The difficulties in striking the right balance point to a final principle: as Washington reorients its China policy, it must be modest in two important senses. First, if and when China starts visibly deteriorating, the United States must avoid the triumphalism that accompanied the fall of the Soviet Union (despite President George H. W. Bush’s efforts to avoid humiliating the Soviet leader Mikhail Gorbachev). Publicly dunking on a struggling rival may be tempting, but it will serve no one’s interests. Despite their understandable eagerness to score points at home, American politicians must remember that as China declines, Xi’s political incentives to pick fights may grow—but so will his material incentives to cooperate since Beijing will have much less money and attention to use for solving problems. Washington still needs Beijing’s cooperation on various issues, such as fighting climate change and preventing future pandemics. It should make that cooperation as easy for Xi as possible. That means toning down the gratuitous tough talk.
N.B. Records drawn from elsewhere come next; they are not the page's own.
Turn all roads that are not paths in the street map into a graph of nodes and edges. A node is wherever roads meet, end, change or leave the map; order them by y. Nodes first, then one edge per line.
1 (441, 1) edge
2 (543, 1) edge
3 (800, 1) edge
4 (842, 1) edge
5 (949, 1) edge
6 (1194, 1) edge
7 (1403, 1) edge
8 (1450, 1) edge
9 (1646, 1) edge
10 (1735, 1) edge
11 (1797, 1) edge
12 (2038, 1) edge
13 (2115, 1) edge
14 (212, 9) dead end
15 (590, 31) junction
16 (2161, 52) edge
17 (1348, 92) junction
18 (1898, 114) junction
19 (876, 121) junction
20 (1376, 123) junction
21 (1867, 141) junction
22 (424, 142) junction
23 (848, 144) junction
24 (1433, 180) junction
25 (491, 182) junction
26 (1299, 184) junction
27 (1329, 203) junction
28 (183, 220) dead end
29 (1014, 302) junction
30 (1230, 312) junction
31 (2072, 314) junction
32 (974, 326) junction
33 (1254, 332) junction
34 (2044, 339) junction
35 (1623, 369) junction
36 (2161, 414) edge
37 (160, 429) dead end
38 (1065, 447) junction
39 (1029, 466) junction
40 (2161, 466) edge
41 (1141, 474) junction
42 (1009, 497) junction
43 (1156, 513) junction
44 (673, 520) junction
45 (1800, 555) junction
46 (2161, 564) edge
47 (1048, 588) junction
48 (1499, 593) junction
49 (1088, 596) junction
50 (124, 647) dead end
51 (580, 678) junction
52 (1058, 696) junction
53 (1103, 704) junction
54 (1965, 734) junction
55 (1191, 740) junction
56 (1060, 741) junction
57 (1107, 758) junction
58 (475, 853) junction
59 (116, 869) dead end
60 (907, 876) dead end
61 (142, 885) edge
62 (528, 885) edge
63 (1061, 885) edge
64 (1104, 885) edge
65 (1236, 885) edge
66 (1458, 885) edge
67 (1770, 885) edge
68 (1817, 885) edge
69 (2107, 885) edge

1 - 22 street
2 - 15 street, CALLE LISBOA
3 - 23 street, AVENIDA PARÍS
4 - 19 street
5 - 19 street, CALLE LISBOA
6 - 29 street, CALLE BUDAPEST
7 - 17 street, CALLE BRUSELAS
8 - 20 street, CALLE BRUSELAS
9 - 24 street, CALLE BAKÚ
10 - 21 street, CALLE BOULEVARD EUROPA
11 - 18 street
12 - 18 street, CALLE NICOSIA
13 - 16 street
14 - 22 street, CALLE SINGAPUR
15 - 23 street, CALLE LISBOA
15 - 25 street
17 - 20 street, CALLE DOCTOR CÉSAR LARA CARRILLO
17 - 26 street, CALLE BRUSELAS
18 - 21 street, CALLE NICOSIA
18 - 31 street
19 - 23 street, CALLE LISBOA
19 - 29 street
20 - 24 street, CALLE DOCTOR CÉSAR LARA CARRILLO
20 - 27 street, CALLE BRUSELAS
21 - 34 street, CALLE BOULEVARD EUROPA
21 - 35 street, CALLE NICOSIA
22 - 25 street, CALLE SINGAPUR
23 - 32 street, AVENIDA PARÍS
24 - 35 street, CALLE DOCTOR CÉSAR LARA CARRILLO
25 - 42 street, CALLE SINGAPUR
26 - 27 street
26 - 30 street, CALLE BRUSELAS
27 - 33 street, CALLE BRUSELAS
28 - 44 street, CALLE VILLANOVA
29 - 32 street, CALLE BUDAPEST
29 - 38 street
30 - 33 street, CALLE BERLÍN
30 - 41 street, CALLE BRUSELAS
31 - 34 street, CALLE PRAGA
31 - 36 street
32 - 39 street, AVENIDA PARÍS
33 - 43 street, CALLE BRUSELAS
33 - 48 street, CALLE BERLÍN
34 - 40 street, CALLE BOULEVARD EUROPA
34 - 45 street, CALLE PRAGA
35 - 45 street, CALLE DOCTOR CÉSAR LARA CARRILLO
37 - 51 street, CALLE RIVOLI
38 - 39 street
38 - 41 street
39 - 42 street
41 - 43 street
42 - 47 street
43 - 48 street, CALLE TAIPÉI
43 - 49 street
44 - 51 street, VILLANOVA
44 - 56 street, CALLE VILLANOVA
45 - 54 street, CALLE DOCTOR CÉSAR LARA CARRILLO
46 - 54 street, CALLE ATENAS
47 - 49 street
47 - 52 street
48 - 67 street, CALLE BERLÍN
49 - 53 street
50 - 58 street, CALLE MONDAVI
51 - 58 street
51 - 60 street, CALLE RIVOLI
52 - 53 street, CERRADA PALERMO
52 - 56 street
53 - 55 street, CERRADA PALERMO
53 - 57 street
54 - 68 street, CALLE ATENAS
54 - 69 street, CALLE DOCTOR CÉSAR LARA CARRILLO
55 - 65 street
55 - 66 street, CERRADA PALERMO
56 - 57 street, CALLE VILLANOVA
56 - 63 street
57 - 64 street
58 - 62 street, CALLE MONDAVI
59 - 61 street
And, as Shirk suggests, it means giving “Xi reason to believe that if he were to moderate his policies, the United States would notice, acknowledge it, and reciprocate in ways that would be good for China.”
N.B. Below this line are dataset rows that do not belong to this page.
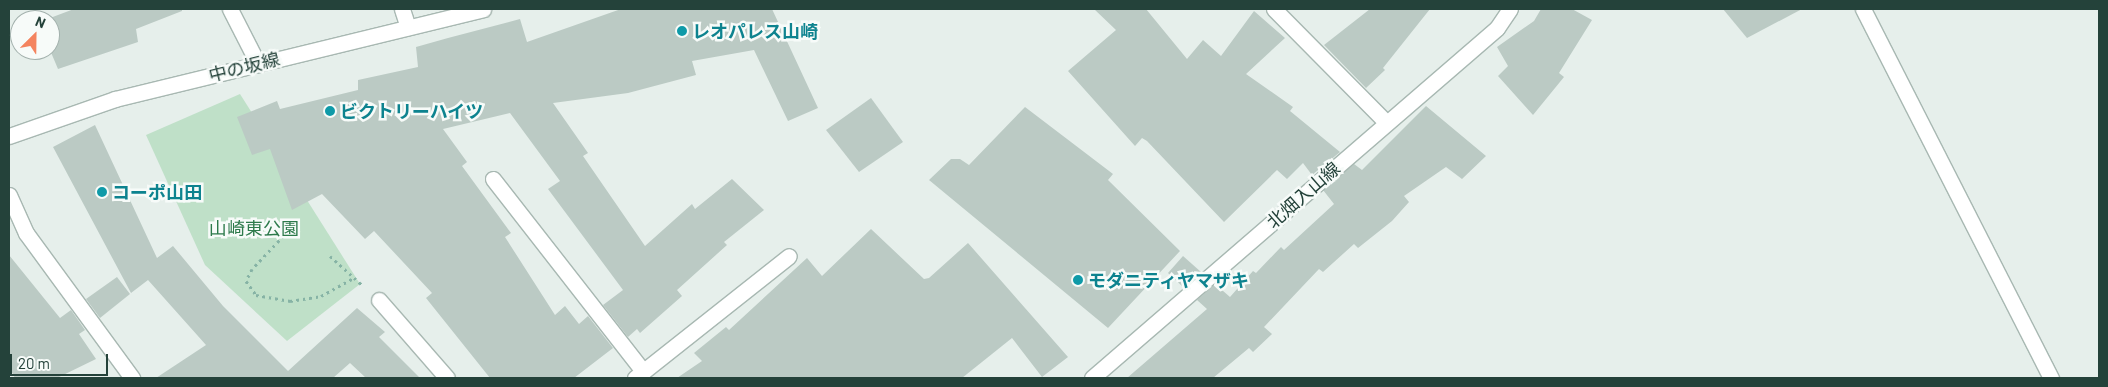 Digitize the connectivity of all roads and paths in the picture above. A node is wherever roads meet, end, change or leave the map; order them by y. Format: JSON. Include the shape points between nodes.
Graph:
{"nodes":[{"id":1,"x":230,"y":9,"type":"edge"},
{"id":2,"x":402,"y":9,"type":"edge"},
{"id":3,"x":482,"y":9,"type":"edge"},
{"id":4,"x":1274,"y":9,"type":"edge"},
{"id":5,"x":1510,"y":9,"type":"edge"},
{"id":6,"x":1863,"y":9,"type":"edge"},
{"id":7,"x":408,"y":27,"type":"junction"},
{"id":8,"x":258,"y":64,"type":"junction"},
{"id":9,"x":1386,"y":122,"type":"junction"},
{"id":10,"x":9,"y":136,"type":"edge"},
{"id":11,"x":493,"y":179,"type":"dead end"},
{"id":12,"x":9,"y":195,"type":"edge"},
{"id":13,"x":282,"y":223,"type":"dead end"},
{"id":14,"x":330,"y":256,"type":"dead end"},
{"id":15,"x":789,"y":256,"type":"dead end"},
{"id":16,"x":354,"y":278,"type":"junction"},
{"id":17,"x":378,"y":300,"type":"joint"},
{"id":18,"x":639,"y":375,"type":"edge"},
{"id":19,"x":132,"y":378,"type":"edge"},
{"id":20,"x":447,"y":378,"type":"edge"},
{"id":21,"x":1092,"y":378,"type":"edge"},
{"id":22,"x":2052,"y":378,"type":"edge"}],
"edges":[{"from":1,"to":8,"type":"street"},
{"from":2,"to":7,"type":"street"},
{"from":3,"to":7,"type":"street","name":"中の坂線"},
{"from":4,"to":9,"type":"street"},
{"from":5,"to":9,"type":"street","name":"北畑入山線","via":[[1497,28]]},
{"from":6,"to":22,"type":"street"},
{"from":7,"to":8,"type":"street","name":"中の坂線"},
{"from":8,"to":10,"type":"street","name":"中の坂線","via":[[115,99]]},
{"from":9,"to":21,"type":"street","name":"北畑入山線"},
{"from":11,"to":18,"type":"street"},
{"from":12,"to":19,"type":"street","via":[[26,233]]},
{"from":13,"to":16,"type":"path","via":[[288,231],[252,269],[246,281],[256,295],[290,300],[321,296]]},
{"from":14,"to":16,"type":"path"},
{"from":15,"to":18,"type":"street"},
{"from":16,"to":17,"type":"path"},
{"from":17,"to":20,"type":"street"}]} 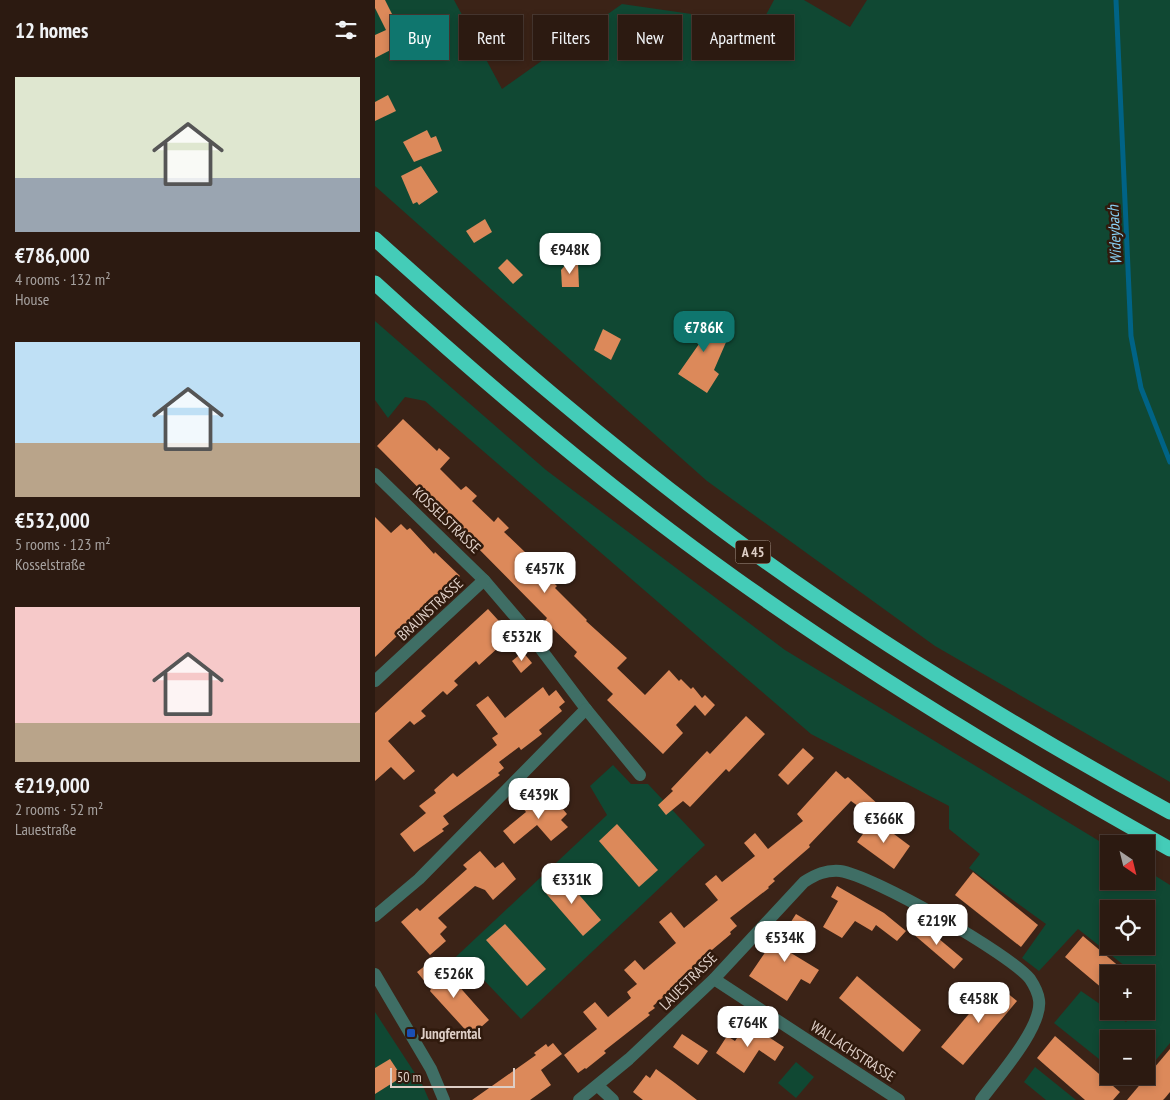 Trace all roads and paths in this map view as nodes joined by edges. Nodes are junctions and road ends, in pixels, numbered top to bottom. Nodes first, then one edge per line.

The second form of modesty involves remembering just how hard a problem a failing China will present—and how badly the United States has dealt with such cases. Consider the U.S. record on North Korea. Washington has indeed managed to prevent the worst-case scenarios: although there have been plenty of threats, a few minor skirmishes, and a lot of missile tests, the Kim dynasty has refrained from starting an actual war with anyone since 1950. But Washington has simultaneously failed to stop Pyongyang from immiserating its people; exporting illegal narcotics, counterfeit dollars, and weapons; and, most importantly, developing a substantial nuclear arsenal. That is not for lack of trying; U.S. presidents, going back to Bill Clinton, have spent vast amounts of time and effort attempting to avoid these outcomes. But they have all failed—which says something important about the difficulty of the challenge. Now, remember that the population of China is about 54 times larger than that of North Korea and that China’s GDP is almost a thousand times more significant, and the scale of the problem comes into focus. Managing China’s decline will be a long, complicated process with painful tradeoffs; in truth, there probably is no way to fully insulate the United States and the rest of the world from the pain it will inflict. But that is all the more why policymakers should focus on it now.